▶ **Extracted information**

━━━━━━

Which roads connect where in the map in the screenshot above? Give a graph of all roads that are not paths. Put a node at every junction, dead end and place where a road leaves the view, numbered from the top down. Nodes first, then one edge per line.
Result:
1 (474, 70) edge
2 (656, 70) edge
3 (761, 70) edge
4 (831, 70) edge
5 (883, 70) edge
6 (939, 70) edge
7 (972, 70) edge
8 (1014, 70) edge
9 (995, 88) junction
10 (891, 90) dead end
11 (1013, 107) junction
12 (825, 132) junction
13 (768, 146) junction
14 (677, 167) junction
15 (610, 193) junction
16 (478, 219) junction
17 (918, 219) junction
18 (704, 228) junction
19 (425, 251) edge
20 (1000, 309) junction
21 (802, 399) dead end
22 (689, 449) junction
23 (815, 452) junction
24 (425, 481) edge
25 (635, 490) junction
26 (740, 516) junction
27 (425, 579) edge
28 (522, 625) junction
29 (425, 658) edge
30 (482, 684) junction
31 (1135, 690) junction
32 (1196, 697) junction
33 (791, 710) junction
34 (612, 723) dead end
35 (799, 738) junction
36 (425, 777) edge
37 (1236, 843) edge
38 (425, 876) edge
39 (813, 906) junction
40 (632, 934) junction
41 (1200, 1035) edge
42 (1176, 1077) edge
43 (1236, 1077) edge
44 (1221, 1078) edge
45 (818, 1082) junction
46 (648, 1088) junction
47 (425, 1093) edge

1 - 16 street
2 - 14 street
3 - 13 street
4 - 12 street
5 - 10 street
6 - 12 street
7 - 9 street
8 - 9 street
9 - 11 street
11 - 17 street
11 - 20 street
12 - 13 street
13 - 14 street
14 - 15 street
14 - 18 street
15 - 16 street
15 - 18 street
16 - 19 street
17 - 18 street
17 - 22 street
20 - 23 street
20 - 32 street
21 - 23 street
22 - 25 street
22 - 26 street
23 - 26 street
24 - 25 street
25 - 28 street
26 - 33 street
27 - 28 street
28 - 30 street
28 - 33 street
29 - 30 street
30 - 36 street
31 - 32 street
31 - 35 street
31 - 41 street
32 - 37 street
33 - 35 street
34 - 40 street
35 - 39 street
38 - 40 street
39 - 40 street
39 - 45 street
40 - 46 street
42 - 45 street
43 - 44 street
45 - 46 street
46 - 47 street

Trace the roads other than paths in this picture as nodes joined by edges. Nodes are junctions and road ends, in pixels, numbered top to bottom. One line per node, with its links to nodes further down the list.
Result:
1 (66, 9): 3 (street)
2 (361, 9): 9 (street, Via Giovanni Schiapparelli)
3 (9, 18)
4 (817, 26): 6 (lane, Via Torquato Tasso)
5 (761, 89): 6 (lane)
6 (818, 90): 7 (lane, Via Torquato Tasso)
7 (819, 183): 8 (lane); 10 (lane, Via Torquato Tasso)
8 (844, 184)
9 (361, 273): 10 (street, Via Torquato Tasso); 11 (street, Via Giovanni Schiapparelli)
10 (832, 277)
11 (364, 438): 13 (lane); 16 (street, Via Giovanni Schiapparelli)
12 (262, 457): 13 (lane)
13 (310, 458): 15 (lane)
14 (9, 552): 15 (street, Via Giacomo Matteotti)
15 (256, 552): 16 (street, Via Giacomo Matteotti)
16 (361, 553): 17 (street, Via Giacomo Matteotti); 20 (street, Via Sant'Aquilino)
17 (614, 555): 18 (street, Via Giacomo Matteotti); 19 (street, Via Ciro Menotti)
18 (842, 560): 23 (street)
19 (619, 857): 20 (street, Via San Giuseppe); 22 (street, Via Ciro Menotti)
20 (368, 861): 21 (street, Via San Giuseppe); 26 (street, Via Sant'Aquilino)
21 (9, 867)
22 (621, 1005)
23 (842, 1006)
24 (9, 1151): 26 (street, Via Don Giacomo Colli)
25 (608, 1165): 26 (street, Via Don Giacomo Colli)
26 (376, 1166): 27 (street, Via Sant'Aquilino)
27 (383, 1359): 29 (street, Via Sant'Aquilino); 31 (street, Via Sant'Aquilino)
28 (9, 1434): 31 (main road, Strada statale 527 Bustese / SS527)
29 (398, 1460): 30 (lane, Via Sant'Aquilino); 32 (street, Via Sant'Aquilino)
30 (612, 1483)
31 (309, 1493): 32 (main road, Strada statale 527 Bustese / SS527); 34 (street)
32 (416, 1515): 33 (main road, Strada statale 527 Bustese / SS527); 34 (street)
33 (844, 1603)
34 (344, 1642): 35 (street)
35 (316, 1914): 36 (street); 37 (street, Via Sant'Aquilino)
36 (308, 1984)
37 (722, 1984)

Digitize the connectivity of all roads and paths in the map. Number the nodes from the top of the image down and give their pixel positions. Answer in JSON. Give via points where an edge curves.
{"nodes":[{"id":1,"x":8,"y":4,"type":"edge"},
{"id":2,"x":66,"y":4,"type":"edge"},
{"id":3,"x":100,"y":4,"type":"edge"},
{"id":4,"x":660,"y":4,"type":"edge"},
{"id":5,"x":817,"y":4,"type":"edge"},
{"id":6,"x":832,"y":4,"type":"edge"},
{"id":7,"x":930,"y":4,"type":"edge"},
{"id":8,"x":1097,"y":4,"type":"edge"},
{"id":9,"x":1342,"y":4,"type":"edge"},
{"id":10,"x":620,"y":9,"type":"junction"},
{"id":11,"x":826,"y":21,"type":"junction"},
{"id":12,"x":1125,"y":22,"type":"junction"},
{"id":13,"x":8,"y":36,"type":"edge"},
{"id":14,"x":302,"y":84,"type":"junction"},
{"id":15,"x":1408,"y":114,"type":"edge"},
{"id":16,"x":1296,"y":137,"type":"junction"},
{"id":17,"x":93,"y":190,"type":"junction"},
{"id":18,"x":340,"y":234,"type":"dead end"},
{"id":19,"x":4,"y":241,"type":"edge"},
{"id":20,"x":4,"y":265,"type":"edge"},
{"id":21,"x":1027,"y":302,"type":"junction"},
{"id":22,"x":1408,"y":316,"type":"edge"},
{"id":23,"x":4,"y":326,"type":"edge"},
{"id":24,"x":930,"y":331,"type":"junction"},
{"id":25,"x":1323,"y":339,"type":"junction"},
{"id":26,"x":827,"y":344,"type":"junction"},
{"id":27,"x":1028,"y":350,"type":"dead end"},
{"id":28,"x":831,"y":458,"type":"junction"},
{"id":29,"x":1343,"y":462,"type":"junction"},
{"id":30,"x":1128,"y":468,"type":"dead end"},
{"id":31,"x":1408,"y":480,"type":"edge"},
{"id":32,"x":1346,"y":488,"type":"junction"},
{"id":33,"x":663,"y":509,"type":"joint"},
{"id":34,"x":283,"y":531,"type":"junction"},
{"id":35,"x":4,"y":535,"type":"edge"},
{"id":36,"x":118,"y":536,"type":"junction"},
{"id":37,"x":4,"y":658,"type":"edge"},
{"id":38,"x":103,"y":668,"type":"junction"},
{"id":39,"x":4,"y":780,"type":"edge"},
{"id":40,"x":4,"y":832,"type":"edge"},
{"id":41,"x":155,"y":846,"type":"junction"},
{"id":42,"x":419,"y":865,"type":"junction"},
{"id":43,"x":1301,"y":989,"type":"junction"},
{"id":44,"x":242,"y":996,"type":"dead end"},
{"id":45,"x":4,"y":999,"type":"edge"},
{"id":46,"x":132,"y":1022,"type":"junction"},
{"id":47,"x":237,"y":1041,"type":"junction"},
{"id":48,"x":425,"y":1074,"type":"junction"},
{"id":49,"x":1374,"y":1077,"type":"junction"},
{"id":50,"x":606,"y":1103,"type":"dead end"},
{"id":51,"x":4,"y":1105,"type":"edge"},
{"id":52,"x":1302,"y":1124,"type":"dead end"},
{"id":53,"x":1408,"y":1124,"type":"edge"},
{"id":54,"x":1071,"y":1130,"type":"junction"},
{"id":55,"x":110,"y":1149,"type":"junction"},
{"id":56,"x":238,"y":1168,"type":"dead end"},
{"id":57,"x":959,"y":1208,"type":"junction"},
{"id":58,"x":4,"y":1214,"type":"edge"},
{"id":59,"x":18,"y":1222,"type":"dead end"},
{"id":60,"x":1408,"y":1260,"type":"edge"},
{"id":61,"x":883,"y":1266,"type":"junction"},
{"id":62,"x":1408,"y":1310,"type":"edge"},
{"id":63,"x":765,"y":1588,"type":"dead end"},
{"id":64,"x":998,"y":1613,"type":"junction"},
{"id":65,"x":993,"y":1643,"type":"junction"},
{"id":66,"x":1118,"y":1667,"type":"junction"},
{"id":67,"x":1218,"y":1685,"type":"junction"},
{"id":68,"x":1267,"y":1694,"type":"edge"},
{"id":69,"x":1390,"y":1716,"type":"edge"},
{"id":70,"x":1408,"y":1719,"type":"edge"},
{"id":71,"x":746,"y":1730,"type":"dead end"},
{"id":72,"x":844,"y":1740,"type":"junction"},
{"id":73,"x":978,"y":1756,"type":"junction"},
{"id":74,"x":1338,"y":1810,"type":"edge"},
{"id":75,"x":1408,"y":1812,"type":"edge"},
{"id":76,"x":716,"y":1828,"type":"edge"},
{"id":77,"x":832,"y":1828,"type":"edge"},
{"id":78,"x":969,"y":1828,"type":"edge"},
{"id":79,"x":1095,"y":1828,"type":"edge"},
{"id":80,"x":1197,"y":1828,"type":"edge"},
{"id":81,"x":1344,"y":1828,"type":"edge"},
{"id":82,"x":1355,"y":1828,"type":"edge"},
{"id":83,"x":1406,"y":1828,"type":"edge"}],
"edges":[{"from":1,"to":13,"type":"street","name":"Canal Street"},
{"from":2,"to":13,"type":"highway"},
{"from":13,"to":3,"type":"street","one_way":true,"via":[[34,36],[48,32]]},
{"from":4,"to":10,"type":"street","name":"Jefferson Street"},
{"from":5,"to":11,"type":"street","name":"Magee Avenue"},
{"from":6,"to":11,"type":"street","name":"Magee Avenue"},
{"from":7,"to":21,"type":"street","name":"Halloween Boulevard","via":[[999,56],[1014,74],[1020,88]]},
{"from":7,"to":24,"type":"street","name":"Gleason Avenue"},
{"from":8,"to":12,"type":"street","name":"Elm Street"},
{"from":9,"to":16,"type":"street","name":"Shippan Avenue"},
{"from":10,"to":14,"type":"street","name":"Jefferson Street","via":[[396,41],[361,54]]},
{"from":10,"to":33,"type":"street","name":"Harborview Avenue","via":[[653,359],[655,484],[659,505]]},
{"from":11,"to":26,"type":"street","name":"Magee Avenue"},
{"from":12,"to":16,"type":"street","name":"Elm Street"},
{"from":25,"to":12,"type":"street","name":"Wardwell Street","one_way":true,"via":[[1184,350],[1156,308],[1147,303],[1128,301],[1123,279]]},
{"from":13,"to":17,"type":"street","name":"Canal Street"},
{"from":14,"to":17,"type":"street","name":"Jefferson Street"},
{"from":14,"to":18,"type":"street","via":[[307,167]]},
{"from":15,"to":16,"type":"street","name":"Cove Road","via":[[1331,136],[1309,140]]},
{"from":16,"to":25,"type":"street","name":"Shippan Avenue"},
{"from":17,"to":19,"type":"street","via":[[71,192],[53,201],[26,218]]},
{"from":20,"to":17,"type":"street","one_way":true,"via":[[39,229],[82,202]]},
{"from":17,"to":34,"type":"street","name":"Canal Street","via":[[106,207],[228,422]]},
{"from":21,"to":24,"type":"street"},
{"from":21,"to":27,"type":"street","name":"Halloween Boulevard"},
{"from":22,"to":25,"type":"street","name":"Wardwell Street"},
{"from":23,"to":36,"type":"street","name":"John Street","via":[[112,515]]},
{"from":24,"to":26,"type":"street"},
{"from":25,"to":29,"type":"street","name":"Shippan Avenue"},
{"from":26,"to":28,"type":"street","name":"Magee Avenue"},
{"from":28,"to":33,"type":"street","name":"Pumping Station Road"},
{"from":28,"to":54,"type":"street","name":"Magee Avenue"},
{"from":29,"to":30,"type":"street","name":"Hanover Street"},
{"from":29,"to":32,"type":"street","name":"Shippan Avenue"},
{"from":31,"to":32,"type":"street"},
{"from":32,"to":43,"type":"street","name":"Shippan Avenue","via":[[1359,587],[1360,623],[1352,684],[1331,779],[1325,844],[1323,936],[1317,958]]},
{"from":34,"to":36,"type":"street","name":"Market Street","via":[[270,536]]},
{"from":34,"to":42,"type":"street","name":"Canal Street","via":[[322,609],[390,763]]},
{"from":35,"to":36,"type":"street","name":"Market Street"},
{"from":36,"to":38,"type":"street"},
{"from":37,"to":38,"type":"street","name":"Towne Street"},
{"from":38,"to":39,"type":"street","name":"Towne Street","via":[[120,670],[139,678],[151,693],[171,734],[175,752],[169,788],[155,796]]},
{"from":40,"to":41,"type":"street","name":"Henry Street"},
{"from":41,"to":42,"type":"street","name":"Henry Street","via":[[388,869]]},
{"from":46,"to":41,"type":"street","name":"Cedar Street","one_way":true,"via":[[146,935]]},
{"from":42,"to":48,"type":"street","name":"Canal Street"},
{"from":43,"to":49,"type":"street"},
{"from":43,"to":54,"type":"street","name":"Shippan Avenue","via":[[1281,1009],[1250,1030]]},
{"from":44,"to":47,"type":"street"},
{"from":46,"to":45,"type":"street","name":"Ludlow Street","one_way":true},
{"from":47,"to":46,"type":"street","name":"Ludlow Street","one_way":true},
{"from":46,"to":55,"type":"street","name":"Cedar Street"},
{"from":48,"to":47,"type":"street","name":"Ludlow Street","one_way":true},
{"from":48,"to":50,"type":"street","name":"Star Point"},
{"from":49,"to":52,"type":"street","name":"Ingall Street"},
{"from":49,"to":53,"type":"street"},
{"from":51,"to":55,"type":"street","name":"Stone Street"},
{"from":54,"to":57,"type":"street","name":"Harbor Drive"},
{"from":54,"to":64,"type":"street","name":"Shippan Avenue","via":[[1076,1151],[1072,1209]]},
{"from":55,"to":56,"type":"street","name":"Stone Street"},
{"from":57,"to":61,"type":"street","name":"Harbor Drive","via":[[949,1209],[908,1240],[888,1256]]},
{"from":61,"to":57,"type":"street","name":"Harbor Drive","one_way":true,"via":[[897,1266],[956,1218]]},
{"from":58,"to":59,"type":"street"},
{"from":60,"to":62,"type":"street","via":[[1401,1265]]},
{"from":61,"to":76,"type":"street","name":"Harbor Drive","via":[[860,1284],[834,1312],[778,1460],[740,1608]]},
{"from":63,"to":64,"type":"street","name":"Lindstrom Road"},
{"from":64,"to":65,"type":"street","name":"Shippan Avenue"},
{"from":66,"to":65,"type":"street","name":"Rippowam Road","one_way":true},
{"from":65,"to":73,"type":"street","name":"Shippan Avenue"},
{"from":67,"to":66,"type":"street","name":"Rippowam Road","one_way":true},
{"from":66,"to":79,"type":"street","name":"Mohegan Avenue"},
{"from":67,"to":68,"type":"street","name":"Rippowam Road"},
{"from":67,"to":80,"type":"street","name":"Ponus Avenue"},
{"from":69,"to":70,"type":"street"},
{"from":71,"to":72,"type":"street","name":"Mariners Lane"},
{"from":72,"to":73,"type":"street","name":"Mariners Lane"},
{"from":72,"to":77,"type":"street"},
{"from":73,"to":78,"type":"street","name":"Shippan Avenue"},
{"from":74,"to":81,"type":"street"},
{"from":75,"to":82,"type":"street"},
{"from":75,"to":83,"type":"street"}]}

━━━━━━

▶ **Aim of the exercise**
Among the lines above, return those that contain the string "Matteotti".

▶ **Expected output**
14 (9, 552): 15 (street, Via Giacomo Matteotti)
15 (256, 552): 16 (street, Via Giacomo Matteotti)
16 (361, 553): 17 (street, Via Giacomo Matteotti); 20 (street, Via Sant'Aquilino)
17 (614, 555): 18 (street, Via Giacomo Matteotti); 19 (street, Via Ciro Menotti)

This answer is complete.